We evaluated SeptiCyte LAB in comparison to or in combination with other demographic, clinical, and laboratory variables, as well as with assessments available within the first 24 hours of ICU admission, for discriminating SIRS from sepsis. For these comparisons, the combined MARS + VENUS + VENUS Supplement cohort was used, with consensus RPD as the comparator. AUC values for individual variables all fell below 0.67, with the exception of PCT at 0.80, as compared with 0.85 for SeptiScore. Correlations between the individual variables and SeptiScore were relatively weak (r2 < 0.33), except for PCT (r2 = 0.46) (see online supplement, part 4). We stratified the data into the three separate cohorts (MARS, VENUS, VENUS Supplement), also by race/ethnicity or sex, and also by identified site of infection, without a significant effect on SeptiCyte LAB performance (online supplement, part 5). We next used forward logistic regression to combine variables in order of decreasing relative univariate contribution. The results from the forward logistic regression were in general agreement with three other multivariate analysis methods: logistic regression with random variable selection, ridge/lasso regression, and random decision forests. In all multivariate analyses, combining SeptiScore with clinical signs and laboratory variables, including PCT, did not significantly improve the overall performance of SeptiCyte LAB compared with its use alone (Figure 4). Taking this analysis further, Figure 5 presents the results from a complete permutation analysis of all 14 variables, resulting in 16,383 independent logistic models, using only complete datasets without missing values imputed (comparator = consensus RPD). Other methods of imputing missing values, and other methods of combining variables, were tested with essentially the same results (online supplement, part 6). In all analyses, adding SeptiScore as a variable significantly improved the discrimination of sepsis versus SIRS relative to classifiers without SeptiScore.
Discussion
Differential diagnosis of sepsis and SIRS continues to be a diagnostic challenge of practical importance (19–22). We report findings from a prospective, multicenter clinical evaluation of SeptiCyte LAB, an FDA-cleared and previously described four-gene host expression classifier designed to distinguish sepsis from SIRS in adult patients on the first day of ICU admission (4).

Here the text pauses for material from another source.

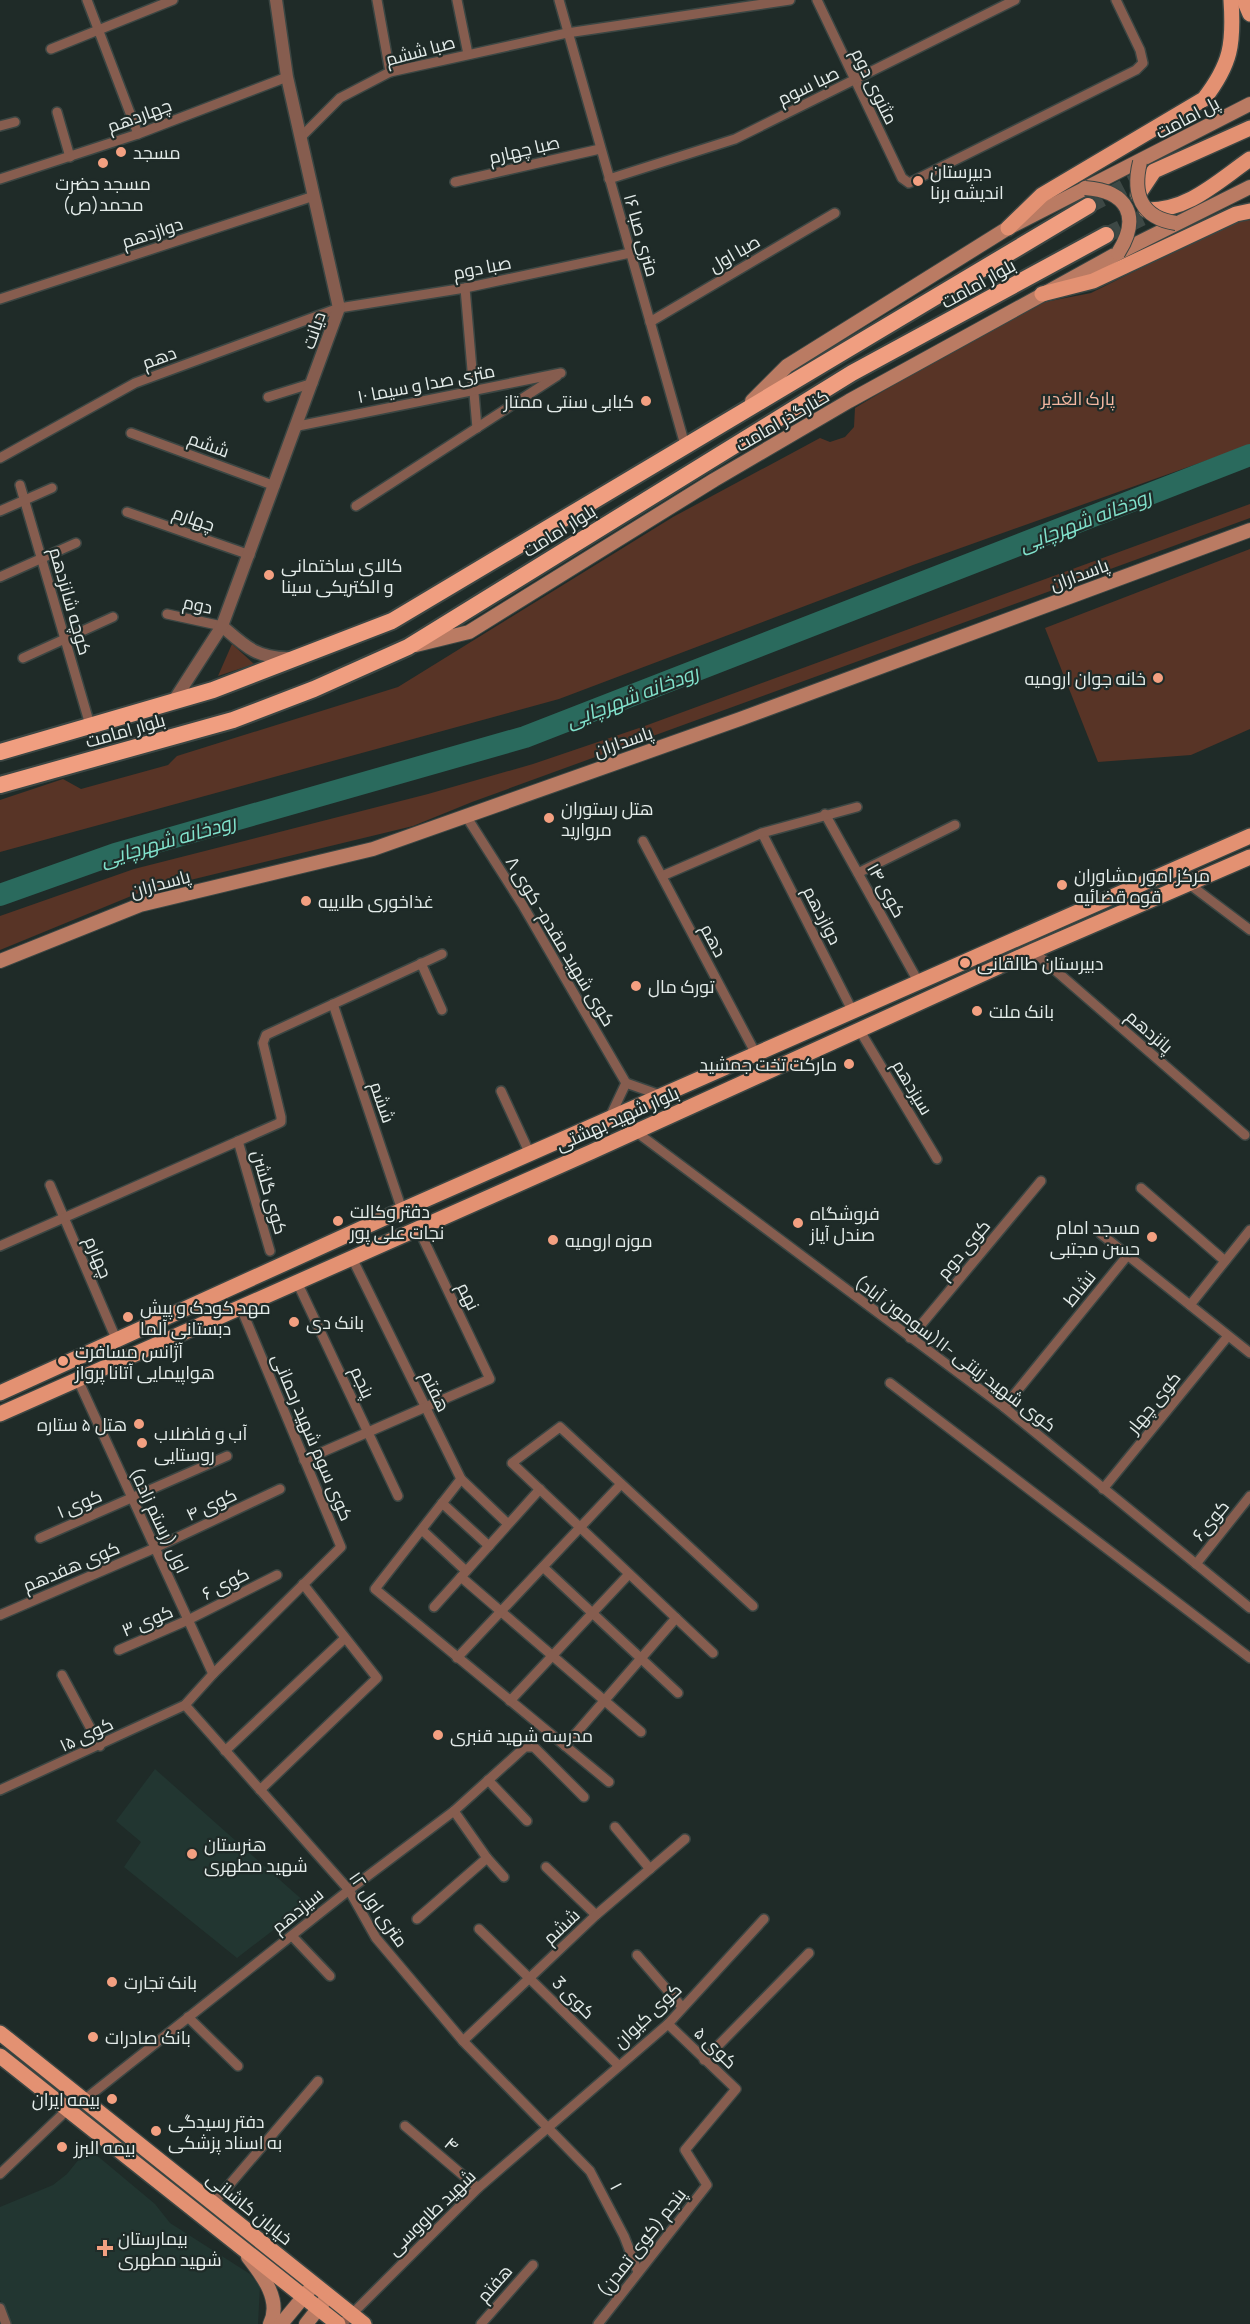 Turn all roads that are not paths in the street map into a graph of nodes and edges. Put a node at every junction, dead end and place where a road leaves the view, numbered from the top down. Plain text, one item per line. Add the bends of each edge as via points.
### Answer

Our primary objective was to establish the performance characteristics of SeptiScore in a study with a racially and ethnically diverse patient population of 447 subjects from seven clinical sites in the United States and one clinical site in the Netherlands. We determined the AUC of SeptiCyte LAB to range from 0.82 to 0.89, depending on the degree of confidence in the clinical diagnosis. SeptiCyte LAB had the highest AUC when the clinical RPD was unanimous (0.89) and lowest with forced RPD (0.82). These two reference methods may thus represent upper and lower bounds, respectively, on SeptiCyte LAB performance independent of other clinical data. Performance characteristics in this study are similar to those of our previous discovery and validation cohorts, which were more racially homogeneous (mostly white) (4). Similar performance levels were observed for SeptiCyte LAB, regardless of stratification by study cohort/geographic origin (MARS vs. VENUS vs. VENUS Supplement), by race/ethnicity or sex, or by site of identified infection (online supplement, part 5).

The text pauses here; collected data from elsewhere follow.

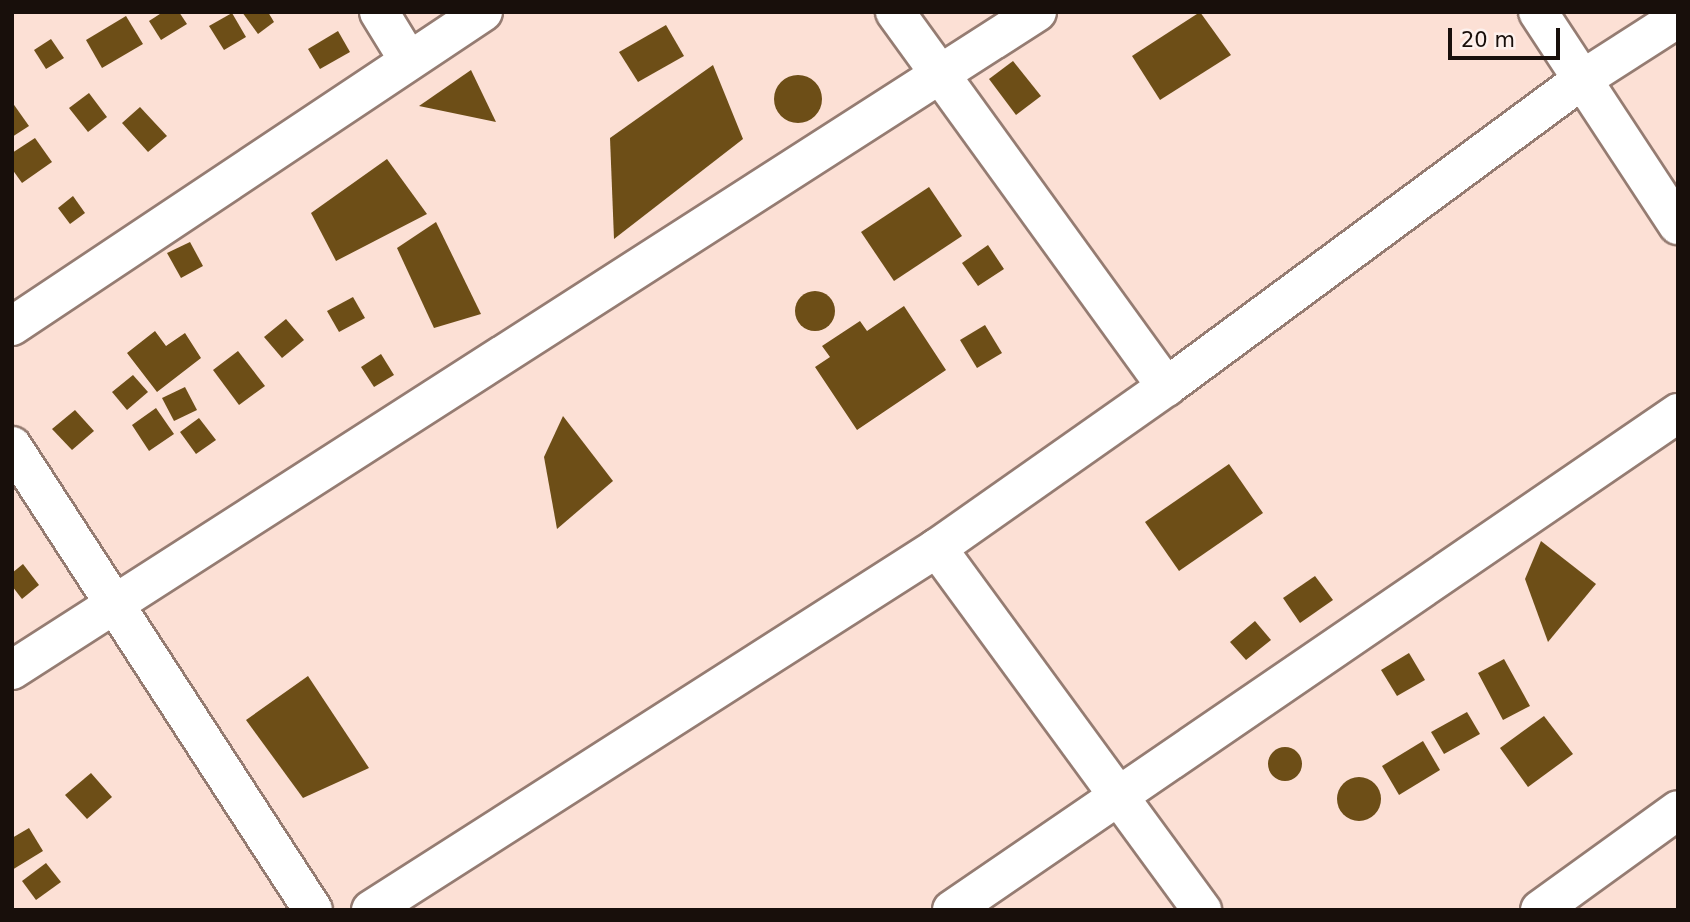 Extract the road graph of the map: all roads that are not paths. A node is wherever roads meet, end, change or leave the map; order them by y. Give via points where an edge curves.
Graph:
1 (379, 12) edge
2 (483, 12) edge
3 (895, 12) edge
4 (1037, 12) edge
5 (1538, 12) edge
6 (1678, 18) edge
7 (409, 61) junction
8 (939, 77) junction
9 (1583, 79) junction
10 (1678, 225) edge
11 (12, 326) edge
12 (1166, 387) junction
13 (1678, 413) edge
14 (12, 446) edge
15 (937, 548) junction
16 (117, 604) junction
17 (12, 670) edge
18 (1116, 798) junction
19 (1678, 810) edge
20 (313, 910) edge
21 (371, 910) edge
22 (952, 910) edge
23 (1202, 910) edge
24 (1540, 910) edge

1 - 7 street
2 - 7 street
3 - 8 street
4 - 8 street
5 - 9 street
6 - 9 street
7 - 11 street
8 - 12 street
8 - 16 street
9 - 10 street
9 - 12 street
12 - 15 street
13 - 18 street
14 - 16 street
15 - 18 street
15 - 21 street
16 - 17 street
16 - 20 street
18 - 22 street
18 - 23 street
19 - 24 street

Our secondary objective was to determine how SeptiCyte LAB performance compared with other clinical signs and laboratory variables often used to diagnose sepsis (including PCT) available within 24 hours of ICU admission. Individually, SeptiCyte LAB appeared to outperform these other variables (online supplement, part 4). Combining clinical variables with SeptiScores led to marginal increases in AUC score with or without inclusion of PCT. Performance of the multivariable predictor models varied on the basis of clinical confidence of the reference method. As expected, the highest AUCs were observed with the unanimous RPD and lowest with the forced RPD. We note that the FDA-cleared intended use of SeptiCyte LAB differs from and is complementary to that of PCT. The latter test is cleared for predicting progression from severe sepsis to septic shock, for predicting 28-day mortality, and for managing antibiotic de-escalation.
Our study included ICU patients who fulfilled at least two SIRS criteria. Our sepsis cohort presented with typically diverse sources of sepsis, with pneumonia being the most common infection site. SeptiCyte LAB had the highest AUC and SeptiScores in patients with bloodstream infection. In contrast, SeptiCyte LAB, as with other sepsis biomarkers (23, 24), appeared to perform less well in patients with pneumonia. Another challenging subgroup consisted of patients who had undergone mechanical ventilation. Difficulties in assessing these two overlapping patient subgroups may be due to inherent challenges in diagnosing pneumonia, particularly in ventilated patients (25, 26). In our study, this was indicated by relatively low values of interobserver concordance (Cohen’s kappa values for concordance between RPD panelists fell to 0.2–0.4 for pneumonia patients and 0.6 for ventilated patients, respectively). Of note, low interobserver concordance in the comparator method will lead to high apparent misclassification rates by the index test and thus to underestimation of the true performance of the index test relative to ground truth. With sufficiently low interobserver concordance, differences in apparent performance may be explained by this effect.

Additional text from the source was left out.